Johnston Githinji is a volunteer social worker at Nyeri Hospice and recently shared his role and the duties bestowed upon him.

“I work as a nurse assistant and our role as social workers goes beyond the defined boundaries of the social welfare of the patient.” Mr. Githinji said.

He said that most cases within the area he operates are from poor backgrounds or opt for hospice care after they have exhausted their finances seeking for cure.

“As a hospice, we cannot chase them away.” He said.

He said a case presented to his desk is noted in the diary and after filing a report, a visit to the patient’s home is planned for social assessment.

“During the visit, we assess the level of poverty at the home with regard to social amenities including their ability to afford meals, the condition of where they stay and the financial demands including fees for the children within the family.” He said.

According to Mr. Githinji, they are able to recommend for a total or partial waiver in drug expenses depending on the situation they encounter at the patient’s home.

Patients who pass on at middle age have children in school and Mr. Githinji said they network to obtain assistance for these children.

He said they go an extra mile to ensure these kids have a decent life as some of them have no basic things a human being is entitled to.

“Sometimes we appeal for food and clothing from well wishers as some of the patients and their families lack such basic commodities.” He said.

When need be, Mr. Githinji said they take willing supporters to the families of their patients so have a touch of how the situation is and this has led to some continually seeking for more donations to support the patients.

He said that since their role is not definite, they have had land grabbing scenarios where they extend a hand in helping the family of the deceased to protect their land through relevant authorities.

Mr.

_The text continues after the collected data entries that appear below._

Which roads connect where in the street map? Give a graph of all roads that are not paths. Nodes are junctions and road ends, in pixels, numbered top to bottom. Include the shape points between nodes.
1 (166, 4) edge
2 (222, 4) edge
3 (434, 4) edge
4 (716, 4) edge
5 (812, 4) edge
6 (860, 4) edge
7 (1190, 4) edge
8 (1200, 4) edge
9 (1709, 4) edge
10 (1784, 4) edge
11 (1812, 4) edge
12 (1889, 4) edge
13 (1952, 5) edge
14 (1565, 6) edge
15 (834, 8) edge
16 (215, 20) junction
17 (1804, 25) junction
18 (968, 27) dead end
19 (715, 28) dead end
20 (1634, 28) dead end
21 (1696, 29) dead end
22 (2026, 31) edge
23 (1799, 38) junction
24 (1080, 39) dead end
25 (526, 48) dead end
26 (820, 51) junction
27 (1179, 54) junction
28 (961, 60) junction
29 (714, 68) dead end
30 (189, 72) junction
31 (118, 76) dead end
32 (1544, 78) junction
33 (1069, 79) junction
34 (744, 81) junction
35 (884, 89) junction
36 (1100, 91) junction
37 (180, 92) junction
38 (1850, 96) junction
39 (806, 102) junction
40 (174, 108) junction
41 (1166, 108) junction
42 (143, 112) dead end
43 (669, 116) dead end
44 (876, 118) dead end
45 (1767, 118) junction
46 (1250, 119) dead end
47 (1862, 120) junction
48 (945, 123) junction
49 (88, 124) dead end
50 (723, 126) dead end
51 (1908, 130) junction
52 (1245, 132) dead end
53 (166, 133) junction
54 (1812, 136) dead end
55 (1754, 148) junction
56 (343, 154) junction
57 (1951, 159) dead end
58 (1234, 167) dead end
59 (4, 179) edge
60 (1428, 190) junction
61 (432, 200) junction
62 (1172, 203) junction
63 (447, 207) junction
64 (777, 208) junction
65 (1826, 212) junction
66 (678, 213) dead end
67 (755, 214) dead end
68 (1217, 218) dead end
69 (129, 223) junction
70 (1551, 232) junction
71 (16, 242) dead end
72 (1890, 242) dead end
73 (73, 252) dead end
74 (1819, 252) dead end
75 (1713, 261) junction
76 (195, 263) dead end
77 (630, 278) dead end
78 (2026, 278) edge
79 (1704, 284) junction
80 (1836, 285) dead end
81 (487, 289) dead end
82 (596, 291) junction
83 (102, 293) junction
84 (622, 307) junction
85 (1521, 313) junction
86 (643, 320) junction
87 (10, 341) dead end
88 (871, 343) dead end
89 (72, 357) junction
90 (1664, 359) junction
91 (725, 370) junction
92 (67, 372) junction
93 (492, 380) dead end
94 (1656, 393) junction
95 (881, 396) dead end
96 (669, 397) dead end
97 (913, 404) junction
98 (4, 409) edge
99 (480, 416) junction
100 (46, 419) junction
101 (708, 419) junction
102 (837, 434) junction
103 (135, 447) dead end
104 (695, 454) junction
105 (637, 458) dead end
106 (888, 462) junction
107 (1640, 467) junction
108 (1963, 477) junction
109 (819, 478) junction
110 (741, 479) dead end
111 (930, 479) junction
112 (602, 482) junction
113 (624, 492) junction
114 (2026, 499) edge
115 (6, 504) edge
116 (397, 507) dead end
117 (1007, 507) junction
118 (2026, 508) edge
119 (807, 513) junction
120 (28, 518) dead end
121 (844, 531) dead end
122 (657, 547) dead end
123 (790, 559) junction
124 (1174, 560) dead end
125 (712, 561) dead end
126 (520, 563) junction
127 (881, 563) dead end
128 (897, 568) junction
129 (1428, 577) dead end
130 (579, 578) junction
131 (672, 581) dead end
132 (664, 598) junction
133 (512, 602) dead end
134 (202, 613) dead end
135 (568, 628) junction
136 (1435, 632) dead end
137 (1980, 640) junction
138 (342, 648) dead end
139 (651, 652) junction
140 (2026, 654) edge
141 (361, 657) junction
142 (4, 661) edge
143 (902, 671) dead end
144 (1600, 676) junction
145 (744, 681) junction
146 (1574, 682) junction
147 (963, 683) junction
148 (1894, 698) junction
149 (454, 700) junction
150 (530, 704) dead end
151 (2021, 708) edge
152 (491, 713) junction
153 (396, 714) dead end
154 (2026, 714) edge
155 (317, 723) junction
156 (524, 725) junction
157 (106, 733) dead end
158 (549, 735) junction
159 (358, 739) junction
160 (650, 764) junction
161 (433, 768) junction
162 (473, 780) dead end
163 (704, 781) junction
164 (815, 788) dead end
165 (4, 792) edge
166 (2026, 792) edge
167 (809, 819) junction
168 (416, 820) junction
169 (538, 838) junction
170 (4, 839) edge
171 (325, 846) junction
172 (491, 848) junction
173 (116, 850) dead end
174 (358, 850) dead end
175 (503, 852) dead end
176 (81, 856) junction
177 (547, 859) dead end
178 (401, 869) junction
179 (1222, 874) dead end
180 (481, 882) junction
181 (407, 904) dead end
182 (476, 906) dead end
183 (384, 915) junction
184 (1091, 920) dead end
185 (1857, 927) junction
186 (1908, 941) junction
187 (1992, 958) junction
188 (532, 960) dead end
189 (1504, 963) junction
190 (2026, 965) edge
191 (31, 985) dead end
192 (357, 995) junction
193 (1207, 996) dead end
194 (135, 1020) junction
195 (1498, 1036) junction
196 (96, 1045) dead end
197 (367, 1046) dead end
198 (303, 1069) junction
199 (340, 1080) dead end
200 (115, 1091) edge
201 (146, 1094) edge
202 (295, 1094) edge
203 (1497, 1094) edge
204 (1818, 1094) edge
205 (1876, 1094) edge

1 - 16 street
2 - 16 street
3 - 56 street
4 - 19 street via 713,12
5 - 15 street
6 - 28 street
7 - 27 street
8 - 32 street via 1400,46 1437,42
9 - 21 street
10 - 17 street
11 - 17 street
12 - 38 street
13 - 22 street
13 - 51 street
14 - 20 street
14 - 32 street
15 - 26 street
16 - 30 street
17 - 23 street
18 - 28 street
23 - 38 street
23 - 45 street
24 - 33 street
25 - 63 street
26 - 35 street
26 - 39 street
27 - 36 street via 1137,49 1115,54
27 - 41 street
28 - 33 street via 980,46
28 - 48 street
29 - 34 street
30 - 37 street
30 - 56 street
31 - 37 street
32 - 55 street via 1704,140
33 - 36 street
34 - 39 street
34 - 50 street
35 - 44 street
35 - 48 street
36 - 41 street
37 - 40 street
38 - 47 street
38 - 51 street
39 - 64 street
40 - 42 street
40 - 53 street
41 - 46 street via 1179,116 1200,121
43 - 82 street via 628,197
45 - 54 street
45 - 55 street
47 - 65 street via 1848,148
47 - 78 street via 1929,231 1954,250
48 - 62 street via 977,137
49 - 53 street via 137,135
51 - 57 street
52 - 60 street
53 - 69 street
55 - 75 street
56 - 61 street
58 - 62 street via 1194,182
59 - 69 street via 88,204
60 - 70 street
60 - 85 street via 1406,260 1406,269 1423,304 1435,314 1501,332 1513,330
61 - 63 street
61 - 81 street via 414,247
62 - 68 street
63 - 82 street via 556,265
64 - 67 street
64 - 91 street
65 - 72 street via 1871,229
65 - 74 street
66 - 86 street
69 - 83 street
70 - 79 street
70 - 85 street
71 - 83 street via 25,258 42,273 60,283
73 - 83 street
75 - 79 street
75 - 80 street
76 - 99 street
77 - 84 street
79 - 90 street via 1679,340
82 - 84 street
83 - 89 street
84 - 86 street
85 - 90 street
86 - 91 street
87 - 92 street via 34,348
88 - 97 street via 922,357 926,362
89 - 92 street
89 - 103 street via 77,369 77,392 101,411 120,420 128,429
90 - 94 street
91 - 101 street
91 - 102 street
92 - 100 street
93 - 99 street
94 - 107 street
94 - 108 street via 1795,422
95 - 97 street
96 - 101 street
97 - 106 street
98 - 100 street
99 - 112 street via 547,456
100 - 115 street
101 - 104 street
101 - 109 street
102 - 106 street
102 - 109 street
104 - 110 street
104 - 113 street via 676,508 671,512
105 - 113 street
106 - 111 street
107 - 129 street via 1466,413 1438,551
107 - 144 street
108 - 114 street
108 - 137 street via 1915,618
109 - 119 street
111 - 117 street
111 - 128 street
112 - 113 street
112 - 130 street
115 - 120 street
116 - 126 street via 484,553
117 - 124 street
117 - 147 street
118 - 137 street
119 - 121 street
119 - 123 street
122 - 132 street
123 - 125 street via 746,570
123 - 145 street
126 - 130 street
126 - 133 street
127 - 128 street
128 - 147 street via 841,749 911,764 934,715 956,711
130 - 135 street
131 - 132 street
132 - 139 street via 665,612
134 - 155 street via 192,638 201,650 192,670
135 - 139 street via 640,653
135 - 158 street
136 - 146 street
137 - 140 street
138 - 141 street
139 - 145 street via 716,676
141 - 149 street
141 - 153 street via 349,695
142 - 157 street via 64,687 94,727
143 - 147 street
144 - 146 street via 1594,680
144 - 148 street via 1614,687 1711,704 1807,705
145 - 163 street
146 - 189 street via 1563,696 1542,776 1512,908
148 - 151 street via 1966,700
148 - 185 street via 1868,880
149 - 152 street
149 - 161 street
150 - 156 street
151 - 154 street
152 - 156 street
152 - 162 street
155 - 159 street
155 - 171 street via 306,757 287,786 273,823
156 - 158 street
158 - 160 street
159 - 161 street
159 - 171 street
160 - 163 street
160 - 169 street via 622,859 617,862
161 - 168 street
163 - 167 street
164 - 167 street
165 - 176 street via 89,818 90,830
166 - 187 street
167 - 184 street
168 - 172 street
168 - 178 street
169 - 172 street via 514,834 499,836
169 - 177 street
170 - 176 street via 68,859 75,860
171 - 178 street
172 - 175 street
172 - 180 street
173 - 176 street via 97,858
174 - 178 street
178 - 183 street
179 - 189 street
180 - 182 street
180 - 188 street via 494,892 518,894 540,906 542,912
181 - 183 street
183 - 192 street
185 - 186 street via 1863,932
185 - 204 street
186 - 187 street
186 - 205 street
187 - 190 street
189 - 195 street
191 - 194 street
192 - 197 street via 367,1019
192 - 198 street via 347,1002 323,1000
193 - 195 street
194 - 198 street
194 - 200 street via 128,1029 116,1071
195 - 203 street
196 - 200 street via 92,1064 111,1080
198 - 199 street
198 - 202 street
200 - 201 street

Githinji said that they have split their daycare into groups across the month to enable integration of new members into specialized groups for sharing and gaining courage to boldly fight their ailment.

He said they begin with a general assembly in the first week and as the month progresses, sharing narrows down to groups with common ailment where they can share and give courage to one another on a more specific topic.

“I never understood life before coming to lend my hand in hospice care but if I exit, I would say I understand what life is like for the less fortunate people in society.” He concluded.